Ingram wants DOHA to "drop the blanket assurance" that the PCEHR records are safe and says that the risk of identity theft is high, adding DOHA can't guarantee the security of records accessed on a private machine or through an internet café, for example.

A very public security breach occurred last month when DOHA's eHealth education website was defaced by a team of hackers known as 'LatinHackTeam' on May 17.

The hack involved a defacement to publiclearning.ehealth.gov.au. Defacements are the digital equivalent to a protest graffiti. In this case it included a homepage change with text celebrating it.

The changes were quickly removed from the DOHA site. A copy of the hack was documented on the Zone H defacements website.

IT security consultant Chris Gatford of HackLabs said the hack showed a critical security process, that should have blocked access to external editing of the site, wasn't followed.

Gatford said vulnerabilities could include a coding error, a software patch not applied or having no process to detect security vulnerabilities – all standard basic security processes that should be integral to such a major project.

Professor Enrico Coeira is the co-author of a paper published in the Medical Journal of Australia in April which calls for better clinical safety governance for e-health.

His collaborators on the paper include Dr Mukesh Haikerwal who heads Clinical Leadership, Engagement and Clinical Safety at the National E-health Transition Authority (NEHTA), which is spearheading the implementation of the PCEHR.

The writers call for the establishment of an independent, national, expert-based body to oversee e-health clinical safety governance, with the capacity "to investigate, analyse and act upon significant risks in the system."
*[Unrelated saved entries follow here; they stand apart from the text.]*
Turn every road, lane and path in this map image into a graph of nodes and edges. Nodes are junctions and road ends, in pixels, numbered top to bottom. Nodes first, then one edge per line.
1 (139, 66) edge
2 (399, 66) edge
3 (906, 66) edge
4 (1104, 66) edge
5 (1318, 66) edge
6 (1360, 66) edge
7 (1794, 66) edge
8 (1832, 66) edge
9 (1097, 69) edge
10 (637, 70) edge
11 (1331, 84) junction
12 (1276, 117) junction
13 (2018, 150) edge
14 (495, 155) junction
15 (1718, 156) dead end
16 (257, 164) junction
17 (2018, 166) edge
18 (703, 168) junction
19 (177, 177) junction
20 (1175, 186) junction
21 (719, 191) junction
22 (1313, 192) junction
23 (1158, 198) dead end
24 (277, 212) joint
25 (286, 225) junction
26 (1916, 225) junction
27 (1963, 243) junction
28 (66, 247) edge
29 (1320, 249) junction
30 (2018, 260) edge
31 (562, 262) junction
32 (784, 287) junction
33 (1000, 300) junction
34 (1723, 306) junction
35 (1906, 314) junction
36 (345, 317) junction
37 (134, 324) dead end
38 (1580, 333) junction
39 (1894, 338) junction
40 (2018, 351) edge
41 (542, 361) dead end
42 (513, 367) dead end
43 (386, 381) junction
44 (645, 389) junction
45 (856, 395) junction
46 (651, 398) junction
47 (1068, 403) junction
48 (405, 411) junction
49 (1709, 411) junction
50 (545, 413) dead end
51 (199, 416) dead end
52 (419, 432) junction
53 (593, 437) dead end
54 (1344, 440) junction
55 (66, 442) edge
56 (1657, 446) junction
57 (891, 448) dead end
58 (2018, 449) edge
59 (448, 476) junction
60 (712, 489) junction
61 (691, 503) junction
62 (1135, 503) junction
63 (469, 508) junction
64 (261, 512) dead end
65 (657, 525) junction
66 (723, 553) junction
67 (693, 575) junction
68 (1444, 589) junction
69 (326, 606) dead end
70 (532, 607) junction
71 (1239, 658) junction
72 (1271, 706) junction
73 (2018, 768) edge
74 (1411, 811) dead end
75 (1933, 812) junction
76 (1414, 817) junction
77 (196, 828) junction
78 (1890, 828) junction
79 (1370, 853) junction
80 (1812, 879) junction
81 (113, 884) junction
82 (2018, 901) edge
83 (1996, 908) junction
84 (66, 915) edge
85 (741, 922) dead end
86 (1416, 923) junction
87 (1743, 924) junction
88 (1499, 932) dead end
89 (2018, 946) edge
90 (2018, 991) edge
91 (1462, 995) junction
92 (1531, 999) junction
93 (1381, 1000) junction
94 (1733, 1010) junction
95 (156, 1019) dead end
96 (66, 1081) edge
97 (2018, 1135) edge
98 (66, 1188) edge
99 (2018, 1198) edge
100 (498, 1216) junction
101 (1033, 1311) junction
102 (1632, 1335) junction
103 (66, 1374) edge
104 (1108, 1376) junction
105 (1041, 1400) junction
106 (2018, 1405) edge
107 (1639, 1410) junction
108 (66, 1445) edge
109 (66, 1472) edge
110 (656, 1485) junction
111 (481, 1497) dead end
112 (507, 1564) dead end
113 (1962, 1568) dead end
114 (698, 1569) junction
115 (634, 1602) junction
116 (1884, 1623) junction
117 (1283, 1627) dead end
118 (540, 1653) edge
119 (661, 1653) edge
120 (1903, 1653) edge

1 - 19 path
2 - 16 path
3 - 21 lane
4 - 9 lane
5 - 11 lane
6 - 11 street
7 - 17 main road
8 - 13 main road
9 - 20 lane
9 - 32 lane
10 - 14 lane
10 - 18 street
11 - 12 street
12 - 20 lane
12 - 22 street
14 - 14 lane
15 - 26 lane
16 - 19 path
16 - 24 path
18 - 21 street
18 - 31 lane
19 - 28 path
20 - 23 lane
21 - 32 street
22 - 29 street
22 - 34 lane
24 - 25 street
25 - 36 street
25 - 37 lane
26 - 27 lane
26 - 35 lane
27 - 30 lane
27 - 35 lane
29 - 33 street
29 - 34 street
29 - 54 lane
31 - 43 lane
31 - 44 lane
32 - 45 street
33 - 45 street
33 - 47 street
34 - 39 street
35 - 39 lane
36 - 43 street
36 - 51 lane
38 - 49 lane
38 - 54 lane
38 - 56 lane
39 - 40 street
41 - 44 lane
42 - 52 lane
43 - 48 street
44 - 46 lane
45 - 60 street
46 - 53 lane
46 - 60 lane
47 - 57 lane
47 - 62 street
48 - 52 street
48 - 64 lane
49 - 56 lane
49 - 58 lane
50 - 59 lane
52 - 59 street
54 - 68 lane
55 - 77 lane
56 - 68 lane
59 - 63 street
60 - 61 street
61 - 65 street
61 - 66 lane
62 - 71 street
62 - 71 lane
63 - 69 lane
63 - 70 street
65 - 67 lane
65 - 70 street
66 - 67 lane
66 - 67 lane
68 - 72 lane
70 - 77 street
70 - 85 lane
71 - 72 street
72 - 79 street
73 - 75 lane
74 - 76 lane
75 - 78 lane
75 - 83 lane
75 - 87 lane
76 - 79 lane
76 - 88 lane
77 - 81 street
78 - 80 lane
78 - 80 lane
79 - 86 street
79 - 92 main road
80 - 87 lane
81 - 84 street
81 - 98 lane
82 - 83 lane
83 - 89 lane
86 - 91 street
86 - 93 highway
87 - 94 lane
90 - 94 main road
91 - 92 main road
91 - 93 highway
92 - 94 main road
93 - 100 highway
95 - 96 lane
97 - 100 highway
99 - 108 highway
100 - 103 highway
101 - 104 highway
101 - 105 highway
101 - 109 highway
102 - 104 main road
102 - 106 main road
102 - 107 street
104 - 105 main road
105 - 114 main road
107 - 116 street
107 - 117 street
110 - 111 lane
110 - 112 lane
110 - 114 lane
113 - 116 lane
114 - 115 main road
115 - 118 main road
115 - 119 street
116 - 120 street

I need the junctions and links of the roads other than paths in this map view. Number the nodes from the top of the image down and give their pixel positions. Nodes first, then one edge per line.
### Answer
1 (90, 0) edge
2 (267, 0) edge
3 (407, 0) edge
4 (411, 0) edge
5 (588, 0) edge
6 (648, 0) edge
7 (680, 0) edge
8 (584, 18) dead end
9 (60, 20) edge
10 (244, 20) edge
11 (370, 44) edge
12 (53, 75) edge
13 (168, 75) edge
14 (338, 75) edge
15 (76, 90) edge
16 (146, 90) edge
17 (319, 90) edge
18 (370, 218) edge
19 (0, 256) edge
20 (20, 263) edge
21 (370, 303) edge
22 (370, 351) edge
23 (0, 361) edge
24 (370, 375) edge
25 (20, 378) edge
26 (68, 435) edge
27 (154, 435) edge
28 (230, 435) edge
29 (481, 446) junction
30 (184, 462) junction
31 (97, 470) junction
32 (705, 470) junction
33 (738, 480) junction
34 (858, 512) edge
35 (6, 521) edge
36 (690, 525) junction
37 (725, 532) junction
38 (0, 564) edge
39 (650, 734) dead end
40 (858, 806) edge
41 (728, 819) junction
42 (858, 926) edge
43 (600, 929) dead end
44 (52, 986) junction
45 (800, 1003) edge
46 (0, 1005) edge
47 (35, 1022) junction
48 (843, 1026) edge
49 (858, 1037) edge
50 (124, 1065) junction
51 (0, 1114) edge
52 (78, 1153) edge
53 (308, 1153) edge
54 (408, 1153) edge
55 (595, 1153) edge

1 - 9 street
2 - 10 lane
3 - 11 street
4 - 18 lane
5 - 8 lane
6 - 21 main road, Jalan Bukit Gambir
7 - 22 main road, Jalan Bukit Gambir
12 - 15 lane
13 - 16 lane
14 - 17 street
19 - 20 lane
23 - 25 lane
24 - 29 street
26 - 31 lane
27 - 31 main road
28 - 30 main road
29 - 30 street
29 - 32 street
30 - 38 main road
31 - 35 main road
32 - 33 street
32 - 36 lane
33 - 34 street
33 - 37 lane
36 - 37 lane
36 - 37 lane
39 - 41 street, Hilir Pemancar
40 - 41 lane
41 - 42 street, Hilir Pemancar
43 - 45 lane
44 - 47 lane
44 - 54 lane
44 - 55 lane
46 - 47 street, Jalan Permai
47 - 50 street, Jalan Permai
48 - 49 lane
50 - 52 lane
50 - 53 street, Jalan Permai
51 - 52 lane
The wide range of clinical software in existence throughout the health system is unregulated and unmonitored and the authors cite studies in e-health safety in Australia showing evidence of "past harms and future risks".

"It's important not to confuse safety and security," says Coeira.

"E-health security is about stopping people inadvertently or deliberately having access to information they are not supposed to, whereas safety is about whether a person can be harmed because information is wrong, or not delivered, or delivered to the wrong person."

Coeria says safety and security issues stretch beyond the issue over the vulnerability of the PCEHR records.

"E-health in the form of clinical software is being used everywhere right now – by every GP, every pharmacist, and every hospital – and it is entirely unregulated," Coeira says.

He says that without strong standards in place, something as simple as a flawed clinical software update could change the medication information in the clinical health records of a number of patients, unintentionally risking widespread harm.

"We know from research in other countries, that things can go wrong and patients can get hurt. We are not saying the PCEHR is unsafe. We are saying, we don't have any idea. And there is no national approach to governing how it is done, monitoring what goes on, and recording and responding to any problems."